Dataset entries:
§ §

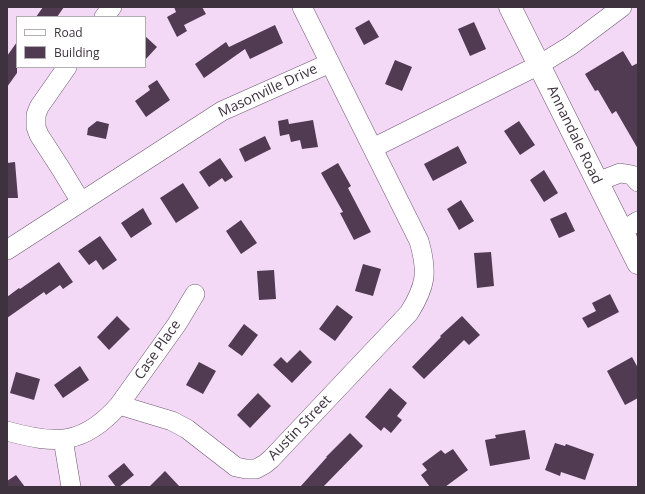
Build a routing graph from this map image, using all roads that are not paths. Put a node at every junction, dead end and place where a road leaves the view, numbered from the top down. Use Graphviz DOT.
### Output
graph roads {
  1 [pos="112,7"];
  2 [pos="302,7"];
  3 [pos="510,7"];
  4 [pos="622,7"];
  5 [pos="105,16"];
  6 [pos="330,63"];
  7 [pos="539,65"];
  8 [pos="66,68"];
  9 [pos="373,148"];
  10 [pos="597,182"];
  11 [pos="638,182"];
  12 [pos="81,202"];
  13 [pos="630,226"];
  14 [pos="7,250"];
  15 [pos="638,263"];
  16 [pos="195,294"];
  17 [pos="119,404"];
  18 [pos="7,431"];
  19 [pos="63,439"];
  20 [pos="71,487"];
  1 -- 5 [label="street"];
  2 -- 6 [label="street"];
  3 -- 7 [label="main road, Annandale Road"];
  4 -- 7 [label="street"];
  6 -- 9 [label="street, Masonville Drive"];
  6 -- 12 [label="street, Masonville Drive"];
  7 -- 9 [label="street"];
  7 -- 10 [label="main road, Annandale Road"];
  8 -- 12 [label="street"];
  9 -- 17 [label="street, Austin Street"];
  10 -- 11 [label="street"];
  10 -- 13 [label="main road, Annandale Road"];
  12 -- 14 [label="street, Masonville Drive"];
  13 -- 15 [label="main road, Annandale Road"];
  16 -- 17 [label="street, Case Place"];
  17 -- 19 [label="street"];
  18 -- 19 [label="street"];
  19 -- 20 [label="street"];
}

§ §

What needs to be done: What is needed is an exact reprint of every entry, pictures excluded.

Answer space:
Build a routing graph from this map image, using all roads that are not paths. Put a node at every junction, dead end and place where a road leaves the view, numbered from the top down. Use Graphviz DOT.
### Output
graph roads {
  1 [pos="112,7"];
  2 [pos="302,7"];
  3 [pos="510,7"];
  4 [pos="622,7"];
  5 [pos="105,16"];
  6 [pos="330,63"];
  7 [pos="539,65"];
  8 [pos="66,68"];
  9 [pos="373,148"];
  10 [pos="597,182"];
  11 [pos="638,182"];
  12 [pos="81,202"];
  13 [pos="630,226"];
  14 [pos="7,250"];
  15 [pos="638,263"];
  16 [pos="195,294"];
  17 [pos="119,404"];
  18 [pos="7,431"];
  19 [pos="63,439"];
  20 [pos="71,487"];
  1 -- 5 [label="street"];
  2 -- 6 [label="street"];
  3 -- 7 [label="main road, Annandale Road"];
  4 -- 7 [label="street"];
  6 -- 9 [label="street, Masonville Drive"];
  6 -- 12 [label="street, Masonville Drive"];
  7 -- 9 [label="street"];
  7 -- 10 [label="main road, Annandale Road"];
  8 -- 12 [label="street"];
  9 -- 17 [label="street, Austin Street"];
  10 -- 11 [label="street"];
  10 -- 13 [label="main road, Annandale Road"];
  12 -- 14 [label="street, Masonville Drive"];
  13 -- 15 [label="main road, Annandale Road"];
  16 -- 17 [label="street, Case Place"];
  17 -- 19 [label="street"];
  18 -- 19 [label="street"];
  19 -- 20 [label="street"];
}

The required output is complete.